Definitely the reason she left her boyfriend alone in the middle of the night after he professed his love for her.

And while she knew excusing herself because there wasn't enough cookies in Meredith's house felt like the worst lie ever thought of, it was the only thing she thought of in the moment.

So why was she at the hospital?

"Sweets?"

She heard his voice — that was sure — but she didn't turn to face him, even when every fiber of her being begged to turn, to talk, to cry.

She felt guilty — guilty for leaving, guilty for not feeling the same way her boyfriend felt for her, and guilty for eating four out of the six bags of cookies she bought on her walk from Timothy's apartment to Seattle Grace.

She sat on the bench in front of the parking lot — her eyes locked on the concrete floor below her shoes as her hand moved from the cookie bag to her mouth and back on an endless loop. It wasn't until Mark's shoes came into view — scrub shoes pointing at her worn-down converse — that her loop stopped.

"Cookie?" She asked, reaching the sugary dessert out to him.

"Thanks..." He sat beside her. "Are those all yours?"

Her hand, the one not tasked with feeding her cookies, moved toward her hair before twirling it between her fingers. "No..."

Mark chuckled. "Hair."

Marcela broke her gaze on the concrete floor and turned to him, eyebrows furrowed. "What?"

"Your hair... You always twirl it in your fingers when you're lying."

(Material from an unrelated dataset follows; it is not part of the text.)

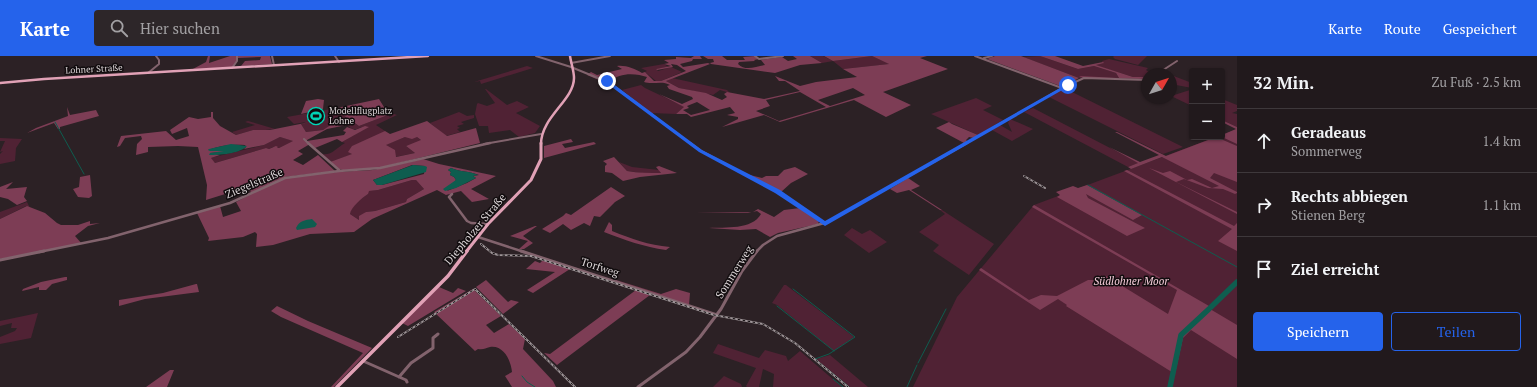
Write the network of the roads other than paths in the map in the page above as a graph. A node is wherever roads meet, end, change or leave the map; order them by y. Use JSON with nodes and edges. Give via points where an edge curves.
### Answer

"Oh." She nodded, and went back to staring a hole in the concrete floor.

"So, what's—?"

"Don't look at me like that." Marcela sighed, flicking her eyes between his own and the floor.

"What?"

"Your alarm is wrong, Mark." Marcela laughed half-heartedly, knowing that was why he was there. "I feel like everything is collapsing, and I really don't want to face that right now."

"Okay." He nodded, grabbing another cookie from her bag. "Then, what do you want to do?"

That was the question — what was she going to do? It was one she asked when she entered Timothy's apartment, when she saw his romantic dinner, when she saw his dreamy eyes stare back into hers with unspoken words of affection she had seen since a week before Valentine's Day when she thought she could grow the same affections.